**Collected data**

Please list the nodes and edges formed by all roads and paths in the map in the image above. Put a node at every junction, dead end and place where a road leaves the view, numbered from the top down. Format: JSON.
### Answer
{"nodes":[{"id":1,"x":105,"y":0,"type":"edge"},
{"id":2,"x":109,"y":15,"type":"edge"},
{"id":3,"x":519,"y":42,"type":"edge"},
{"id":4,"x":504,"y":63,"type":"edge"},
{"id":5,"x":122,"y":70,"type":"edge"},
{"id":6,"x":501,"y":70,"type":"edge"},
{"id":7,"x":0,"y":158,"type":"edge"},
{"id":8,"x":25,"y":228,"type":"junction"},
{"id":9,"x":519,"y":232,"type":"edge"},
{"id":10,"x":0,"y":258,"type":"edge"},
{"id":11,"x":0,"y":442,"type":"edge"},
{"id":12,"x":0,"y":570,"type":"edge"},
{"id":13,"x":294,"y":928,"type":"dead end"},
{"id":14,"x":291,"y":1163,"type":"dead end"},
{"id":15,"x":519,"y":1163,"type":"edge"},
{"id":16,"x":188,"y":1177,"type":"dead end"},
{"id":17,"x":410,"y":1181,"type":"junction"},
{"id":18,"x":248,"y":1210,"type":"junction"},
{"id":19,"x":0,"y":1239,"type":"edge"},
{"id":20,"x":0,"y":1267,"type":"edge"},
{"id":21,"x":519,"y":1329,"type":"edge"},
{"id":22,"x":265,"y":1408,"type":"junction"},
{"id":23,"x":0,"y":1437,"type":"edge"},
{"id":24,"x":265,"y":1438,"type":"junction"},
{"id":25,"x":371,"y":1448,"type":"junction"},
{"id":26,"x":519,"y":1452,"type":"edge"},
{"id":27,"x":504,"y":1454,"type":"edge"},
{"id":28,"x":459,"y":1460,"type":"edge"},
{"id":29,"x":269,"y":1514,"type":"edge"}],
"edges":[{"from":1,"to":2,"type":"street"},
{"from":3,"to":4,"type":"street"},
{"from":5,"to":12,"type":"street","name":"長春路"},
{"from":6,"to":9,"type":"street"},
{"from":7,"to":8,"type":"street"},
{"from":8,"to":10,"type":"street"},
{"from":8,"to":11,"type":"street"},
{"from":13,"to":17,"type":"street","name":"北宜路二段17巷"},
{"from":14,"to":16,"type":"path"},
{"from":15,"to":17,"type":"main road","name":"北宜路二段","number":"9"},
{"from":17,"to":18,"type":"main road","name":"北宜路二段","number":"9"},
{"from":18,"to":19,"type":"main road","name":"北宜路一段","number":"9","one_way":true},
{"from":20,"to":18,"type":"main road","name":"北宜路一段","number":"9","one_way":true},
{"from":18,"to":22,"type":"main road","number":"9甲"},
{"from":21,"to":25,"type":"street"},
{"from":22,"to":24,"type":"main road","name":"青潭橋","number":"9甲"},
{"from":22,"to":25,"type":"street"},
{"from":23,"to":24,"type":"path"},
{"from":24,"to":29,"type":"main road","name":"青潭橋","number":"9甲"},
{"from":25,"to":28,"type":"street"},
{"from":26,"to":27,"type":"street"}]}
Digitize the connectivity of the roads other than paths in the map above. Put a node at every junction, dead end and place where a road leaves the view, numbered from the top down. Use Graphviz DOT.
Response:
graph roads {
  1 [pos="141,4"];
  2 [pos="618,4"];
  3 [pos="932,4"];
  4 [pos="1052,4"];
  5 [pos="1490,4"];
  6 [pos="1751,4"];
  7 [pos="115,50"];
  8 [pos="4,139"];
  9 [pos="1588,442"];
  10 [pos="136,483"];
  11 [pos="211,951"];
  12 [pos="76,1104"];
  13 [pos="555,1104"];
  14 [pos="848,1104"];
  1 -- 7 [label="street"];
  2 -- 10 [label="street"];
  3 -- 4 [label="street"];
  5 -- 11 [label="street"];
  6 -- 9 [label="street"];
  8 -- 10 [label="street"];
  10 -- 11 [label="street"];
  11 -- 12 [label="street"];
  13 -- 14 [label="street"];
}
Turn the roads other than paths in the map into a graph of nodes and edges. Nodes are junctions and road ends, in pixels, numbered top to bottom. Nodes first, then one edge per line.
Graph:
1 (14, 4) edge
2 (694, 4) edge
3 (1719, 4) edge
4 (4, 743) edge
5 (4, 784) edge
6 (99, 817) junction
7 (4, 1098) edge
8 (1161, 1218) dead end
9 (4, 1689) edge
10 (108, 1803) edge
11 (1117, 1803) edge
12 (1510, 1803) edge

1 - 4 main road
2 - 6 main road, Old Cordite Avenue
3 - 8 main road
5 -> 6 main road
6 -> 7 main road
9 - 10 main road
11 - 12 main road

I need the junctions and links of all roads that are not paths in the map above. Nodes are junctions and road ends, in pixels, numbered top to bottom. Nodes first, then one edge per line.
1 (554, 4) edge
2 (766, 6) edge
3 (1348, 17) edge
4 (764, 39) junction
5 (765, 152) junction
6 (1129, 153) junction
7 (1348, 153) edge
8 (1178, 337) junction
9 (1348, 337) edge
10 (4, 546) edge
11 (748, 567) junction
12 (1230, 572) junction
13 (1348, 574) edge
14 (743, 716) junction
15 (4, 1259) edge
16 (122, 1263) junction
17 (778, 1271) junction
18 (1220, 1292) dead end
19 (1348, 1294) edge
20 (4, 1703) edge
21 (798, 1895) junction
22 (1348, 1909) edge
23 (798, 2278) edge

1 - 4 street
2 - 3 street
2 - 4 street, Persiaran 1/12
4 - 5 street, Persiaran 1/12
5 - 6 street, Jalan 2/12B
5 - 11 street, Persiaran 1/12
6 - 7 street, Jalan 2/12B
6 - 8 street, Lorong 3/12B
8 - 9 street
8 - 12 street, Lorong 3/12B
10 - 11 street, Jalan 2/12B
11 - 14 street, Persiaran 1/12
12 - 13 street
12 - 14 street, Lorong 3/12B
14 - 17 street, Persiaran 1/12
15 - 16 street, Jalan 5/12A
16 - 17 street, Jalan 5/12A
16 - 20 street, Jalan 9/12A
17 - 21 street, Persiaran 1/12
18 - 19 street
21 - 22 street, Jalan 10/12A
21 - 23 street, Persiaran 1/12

**What you will do**
All of the lines above that carry the string "down" need to be found and copied.

**Output for this exercise**
Please list the nodes and edges formed by all roads and paths in the map in the image above. Put a node at every junction, dead end and place where a road leaves the view, numbered from the top down. Format: JSON.
Digitize the connectivity of the roads other than paths in the map above. Put a node at every junction, dead end and place where a road leaves the view, numbered from the top down. Use Graphviz DOT.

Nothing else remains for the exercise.